Il de profundis viene continuamente cantato, ed è diventato una specie di mantra che si autoalimenta: il posto fisso non c’è più, viva il posto fisso! Ma siamo sicuri? La disoccupazione ha raggiunto livelli insopportabili, siamo tutti d’accordo. La flessibilità è aumentata, come la precarietà, non si discute. Ma se vogliamo essere fedeli alla realtà dobbiamo fare riferimento ai dati e non solo alle percezioni. Per esempio, molti dicono che il mercato del lavoro è fermo, immobile: niente di più sbagliato. Semmai non cresce in termini assoluti, o si riduce, ma al suo interno i movimenti sono intensi e vorticosi: nonostante la crisi, ogni anno ci sono oltre 10,5 milioni di nuovi avviamenti al lavoro, cioè assunzioni, anche se non compensate dalle cessazioni. Tutti dicono inoltre che il posto fisso è morto, ma la percezione anche in questo caso rischia un effetto ottico distorsivo. Innanzitutto non bisogna confondere lo stock occupazionale con il flusso. Se cioè negli ultimi anni prevalgono le assunzioni a termine, lo stock cioè la quantità complessiva di occupazione resta pur sempre maggioritariamente fissa, permanente.
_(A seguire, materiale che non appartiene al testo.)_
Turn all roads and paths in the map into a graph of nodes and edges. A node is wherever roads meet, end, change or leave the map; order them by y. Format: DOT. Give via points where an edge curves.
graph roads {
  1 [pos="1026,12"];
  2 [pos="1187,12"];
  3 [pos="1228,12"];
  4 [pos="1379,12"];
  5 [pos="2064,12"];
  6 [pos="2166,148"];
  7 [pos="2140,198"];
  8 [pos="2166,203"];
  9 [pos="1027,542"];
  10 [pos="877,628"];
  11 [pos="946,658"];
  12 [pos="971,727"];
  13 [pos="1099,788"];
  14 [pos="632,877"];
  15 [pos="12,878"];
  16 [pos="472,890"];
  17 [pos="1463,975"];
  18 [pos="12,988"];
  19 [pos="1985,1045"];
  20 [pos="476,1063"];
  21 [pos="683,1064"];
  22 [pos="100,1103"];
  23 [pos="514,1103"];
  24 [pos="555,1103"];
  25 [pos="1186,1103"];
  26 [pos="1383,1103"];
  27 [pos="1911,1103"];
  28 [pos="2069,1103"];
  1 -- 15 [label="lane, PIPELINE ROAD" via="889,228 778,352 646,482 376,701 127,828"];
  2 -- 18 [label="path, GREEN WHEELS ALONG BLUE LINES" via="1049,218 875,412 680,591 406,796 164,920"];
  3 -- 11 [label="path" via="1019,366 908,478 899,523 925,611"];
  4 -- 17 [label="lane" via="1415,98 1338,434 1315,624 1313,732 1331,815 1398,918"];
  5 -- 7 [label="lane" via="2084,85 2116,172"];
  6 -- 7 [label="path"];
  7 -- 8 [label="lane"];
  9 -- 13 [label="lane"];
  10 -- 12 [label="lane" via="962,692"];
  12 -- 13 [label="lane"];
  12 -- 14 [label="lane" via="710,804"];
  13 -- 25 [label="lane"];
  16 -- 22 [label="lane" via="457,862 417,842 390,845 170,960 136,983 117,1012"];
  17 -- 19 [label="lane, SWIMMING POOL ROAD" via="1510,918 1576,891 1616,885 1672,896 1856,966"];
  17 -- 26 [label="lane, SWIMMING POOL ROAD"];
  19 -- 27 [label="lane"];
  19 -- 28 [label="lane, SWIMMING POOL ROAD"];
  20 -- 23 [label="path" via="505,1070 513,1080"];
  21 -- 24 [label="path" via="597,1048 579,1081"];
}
Gli ultimi dati Istat ci dicono che in Italia ci sono 22,5 milioni di occupati, di cui 16.886.000 sono dipendenti, stabili e a termine, e 5.574.000 indipendenti. Su 16.886.000 dipendenti, i permanenti a tempo pieno (i veri posti fissi) sono 12.046.000. Se a questi aggiungiamo i part time permanenti equivalenti a tempo pieno (2.563.000 diviso due, uguale a 1.281.000), arriviamo a uno stock di contratti a tempo indeterminato a tempo pieno di 13.327.000. E’ questo il nocciolo duro dell’occupazione stabile. Il rapporto tra dipendenti totali e dipendenti a posto fisso è quindi del 79%. A questa quota di posti stabili a tempo pieno fa da contraltare, in termini di stock, un 21% di dipendenti precari e a termine. Come si vede, la quantità di posti fissi corrisponde alla solita quasi ferrea legge di Pareto dell’80-20. Il flusso degli ultimi anni e dei prossimi è probabilmente destinato a variare questo rapporto, ma una quota largamente maggioritaria di posti fissi è la condizione obbligatoria per chi fa impresa, che non può certo fare affidamento solo sul personale precario. Semmai va riconosciuta ai precari parità di diritti universali, al pari degli altri cittadini e lavoratori.